• _Records provided_:
###
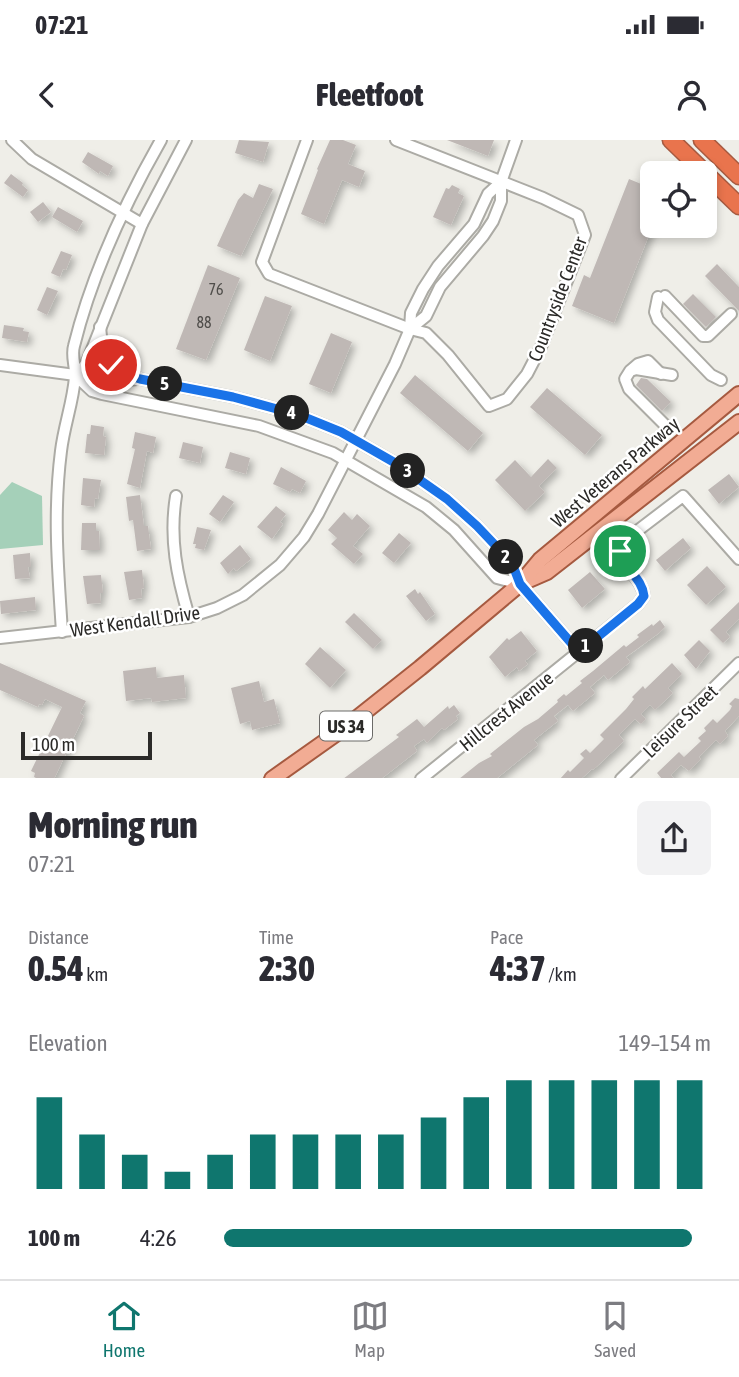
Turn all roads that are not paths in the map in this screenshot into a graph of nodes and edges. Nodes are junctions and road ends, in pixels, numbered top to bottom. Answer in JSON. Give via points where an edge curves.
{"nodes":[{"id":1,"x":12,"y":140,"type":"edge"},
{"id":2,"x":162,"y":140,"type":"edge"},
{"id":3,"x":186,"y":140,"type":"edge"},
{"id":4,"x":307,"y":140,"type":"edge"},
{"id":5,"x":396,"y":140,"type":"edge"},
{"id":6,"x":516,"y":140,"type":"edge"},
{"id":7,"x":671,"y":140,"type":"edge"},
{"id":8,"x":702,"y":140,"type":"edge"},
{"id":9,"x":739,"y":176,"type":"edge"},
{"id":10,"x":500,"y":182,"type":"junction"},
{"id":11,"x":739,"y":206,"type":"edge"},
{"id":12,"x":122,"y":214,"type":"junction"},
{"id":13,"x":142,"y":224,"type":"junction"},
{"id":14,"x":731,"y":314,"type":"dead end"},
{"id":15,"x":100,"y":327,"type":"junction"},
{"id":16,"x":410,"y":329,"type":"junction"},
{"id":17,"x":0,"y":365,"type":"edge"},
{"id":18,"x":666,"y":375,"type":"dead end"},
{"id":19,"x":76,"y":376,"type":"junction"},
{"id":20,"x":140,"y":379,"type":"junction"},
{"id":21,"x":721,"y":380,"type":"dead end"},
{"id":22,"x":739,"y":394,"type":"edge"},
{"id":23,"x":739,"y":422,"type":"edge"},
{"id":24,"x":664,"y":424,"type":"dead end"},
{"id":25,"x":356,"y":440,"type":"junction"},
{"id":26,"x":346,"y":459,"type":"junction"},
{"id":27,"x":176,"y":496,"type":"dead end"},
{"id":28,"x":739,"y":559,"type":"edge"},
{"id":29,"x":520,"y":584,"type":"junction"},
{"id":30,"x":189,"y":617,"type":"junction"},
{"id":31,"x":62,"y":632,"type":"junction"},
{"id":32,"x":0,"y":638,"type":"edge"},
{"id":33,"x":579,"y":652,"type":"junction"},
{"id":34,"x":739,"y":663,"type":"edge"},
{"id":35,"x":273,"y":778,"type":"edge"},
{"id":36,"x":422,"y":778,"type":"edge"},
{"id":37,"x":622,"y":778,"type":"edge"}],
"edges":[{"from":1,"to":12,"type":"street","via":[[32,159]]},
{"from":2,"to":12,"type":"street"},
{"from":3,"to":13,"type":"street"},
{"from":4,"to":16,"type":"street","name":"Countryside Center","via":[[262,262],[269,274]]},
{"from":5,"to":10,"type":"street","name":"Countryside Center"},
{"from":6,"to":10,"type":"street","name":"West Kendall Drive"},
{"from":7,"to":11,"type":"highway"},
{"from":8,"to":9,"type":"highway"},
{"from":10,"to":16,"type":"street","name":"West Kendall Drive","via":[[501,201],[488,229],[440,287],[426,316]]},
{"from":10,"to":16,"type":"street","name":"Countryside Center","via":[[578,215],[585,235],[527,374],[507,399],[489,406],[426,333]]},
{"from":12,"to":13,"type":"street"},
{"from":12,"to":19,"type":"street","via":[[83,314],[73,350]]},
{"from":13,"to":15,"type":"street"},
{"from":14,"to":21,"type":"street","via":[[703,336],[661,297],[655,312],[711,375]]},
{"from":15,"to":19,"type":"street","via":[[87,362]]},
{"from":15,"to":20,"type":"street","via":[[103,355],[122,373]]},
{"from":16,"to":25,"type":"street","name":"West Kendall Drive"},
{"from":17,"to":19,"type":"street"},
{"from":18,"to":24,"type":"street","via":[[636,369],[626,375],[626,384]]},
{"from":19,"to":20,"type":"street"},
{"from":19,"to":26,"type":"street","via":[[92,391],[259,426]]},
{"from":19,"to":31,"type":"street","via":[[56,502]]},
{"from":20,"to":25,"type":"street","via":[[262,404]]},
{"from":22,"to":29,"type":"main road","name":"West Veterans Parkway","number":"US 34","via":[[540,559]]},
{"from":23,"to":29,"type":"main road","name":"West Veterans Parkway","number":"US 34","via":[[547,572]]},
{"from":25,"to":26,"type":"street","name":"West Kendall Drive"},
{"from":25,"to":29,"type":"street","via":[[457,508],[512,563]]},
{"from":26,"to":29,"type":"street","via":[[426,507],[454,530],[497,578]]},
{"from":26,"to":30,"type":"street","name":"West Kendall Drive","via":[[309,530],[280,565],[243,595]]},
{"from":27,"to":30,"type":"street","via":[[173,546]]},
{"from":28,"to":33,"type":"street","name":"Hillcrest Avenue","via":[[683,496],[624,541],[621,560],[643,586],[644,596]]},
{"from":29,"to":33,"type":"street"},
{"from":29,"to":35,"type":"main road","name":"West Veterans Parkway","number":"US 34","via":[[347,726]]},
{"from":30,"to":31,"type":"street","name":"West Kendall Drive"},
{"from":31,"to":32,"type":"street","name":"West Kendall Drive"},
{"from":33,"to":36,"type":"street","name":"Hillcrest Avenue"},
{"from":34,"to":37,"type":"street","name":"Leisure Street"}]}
###
• _What you need to do_: Pictures stay out of the copy, while everything else in the records above goes in exactly as written.

• _Answer section_:
Turn all roads that are not paths in the map in this screenshot into a graph of nodes and edges. Nodes are junctions and road ends, in pixels, numbered top to bottom. Answer in JSON. Give via points where an edge curves.
{"nodes":[{"id":1,"x":12,"y":140,"type":"edge"},
{"id":2,"x":162,"y":140,"type":"edge"},
{"id":3,"x":186,"y":140,"type":"edge"},
{"id":4,"x":307,"y":140,"type":"edge"},
{"id":5,"x":396,"y":140,"type":"edge"},
{"id":6,"x":516,"y":140,"type":"edge"},
{"id":7,"x":671,"y":140,"type":"edge"},
{"id":8,"x":702,"y":140,"type":"edge"},
{"id":9,"x":739,"y":176,"type":"edge"},
{"id":10,"x":500,"y":182,"type":"junction"},
{"id":11,"x":739,"y":206,"type":"edge"},
{"id":12,"x":122,"y":214,"type":"junction"},
{"id":13,"x":142,"y":224,"type":"junction"},
{"id":14,"x":731,"y":314,"type":"dead end"},
{"id":15,"x":100,"y":327,"type":"junction"},
{"id":16,"x":410,"y":329,"type":"junction"},
{"id":17,"x":0,"y":365,"type":"edge"},
{"id":18,"x":666,"y":375,"type":"dead end"},
{"id":19,"x":76,"y":376,"type":"junction"},
{"id":20,"x":140,"y":379,"type":"junction"},
{"id":21,"x":721,"y":380,"type":"dead end"},
{"id":22,"x":739,"y":394,"type":"edge"},
{"id":23,"x":739,"y":422,"type":"edge"},
{"id":24,"x":664,"y":424,"type":"dead end"},
{"id":25,"x":356,"y":440,"type":"junction"},
{"id":26,"x":346,"y":459,"type":"junction"},
{"id":27,"x":176,"y":496,"type":"dead end"},
{"id":28,"x":739,"y":559,"type":"edge"},
{"id":29,"x":520,"y":584,"type":"junction"},
{"id":30,"x":189,"y":617,"type":"junction"},
{"id":31,"x":62,"y":632,"type":"junction"},
{"id":32,"x":0,"y":638,"type":"edge"},
{"id":33,"x":579,"y":652,"type":"junction"},
{"id":34,"x":739,"y":663,"type":"edge"},
{"id":35,"x":273,"y":778,"type":"edge"},
{"id":36,"x":422,"y":778,"type":"edge"},
{"id":37,"x":622,"y":778,"type":"edge"}],
"edges":[{"from":1,"to":12,"type":"street","via":[[32,159]]},
{"from":2,"to":12,"type":"street"},
{"from":3,"to":13,"type":"street"},
{"from":4,"to":16,"type":"street","name":"Countryside Center","via":[[262,262],[269,274]]},
{"from":5,"to":10,"type":"street","name":"Countryside Center"},
{"from":6,"to":10,"type":"street","name":"West Kendall Drive"},
{"from":7,"to":11,"type":"highway"},
{"from":8,"to":9,"type":"highway"},
{"from":10,"to":16,"type":"street","name":"West Kendall Drive","via":[[501,201],[488,229],[440,287],[426,316]]},
{"from":10,"to":16,"type":"street","name":"Countryside Center","via":[[578,215],[585,235],[527,374],[507,399],[489,406],[426,333]]},
{"from":12,"to":13,"type":"street"},
{"from":12,"to":19,"type":"street","via":[[83,314],[73,350]]},
{"from":13,"to":15,"type":"street"},
{"from":14,"to":21,"type":"street","via":[[703,336],[661,297],[655,312],[711,375]]},
{"from":15,"to":19,"type":"street","via":[[87,362]]},
{"from":15,"to":20,"type":"street","via":[[103,355],[122,373]]},
{"from":16,"to":25,"type":"street","name":"West Kendall Drive"},
{"from":17,"to":19,"type":"street"},
{"from":18,"to":24,"type":"street","via":[[636,369],[626,375],[626,384]]},
{"from":19,"to":20,"type":"street"},
{"from":19,"to":26,"type":"street","via":[[92,391],[259,426]]},
{"from":19,"to":31,"type":"street","via":[[56,502]]},
{"from":20,"to":25,"type":"street","via":[[262,404]]},
{"from":22,"to":29,"type":"main road","name":"West Veterans Parkway","number":"US 34","via":[[540,559]]},
{"from":23,"to":29,"type":"main road","name":"West Veterans Parkway","number":"US 34","via":[[547,572]]},
{"from":25,"to":26,"type":"street","name":"West Kendall Drive"},
{"from":25,"to":29,"type":"street","via":[[457,508],[512,563]]},
{"from":26,"to":29,"type":"street","via":[[426,507],[454,530],[497,578]]},
{"from":26,"to":30,"type":"street","name":"West Kendall Drive","via":[[309,530],[280,565],[243,595]]},
{"from":27,"to":30,"type":"street","via":[[173,546]]},
{"from":28,"to":33,"type":"street","name":"Hillcrest Avenue","via":[[683,496],[624,541],[621,560],[643,586],[644,596]]},
{"from":29,"to":33,"type":"street"},
{"from":29,"to":35,"type":"main road","name":"West Veterans Parkway","number":"US 34","via":[[347,726]]},
{"from":30,"to":31,"type":"street","name":"West Kendall Drive"},
{"from":31,"to":32,"type":"street","name":"West Kendall Drive"},
{"from":33,"to":36,"type":"street","name":"Hillcrest Avenue"},
{"from":34,"to":37,"type":"street","name":"Leisure Street"}]}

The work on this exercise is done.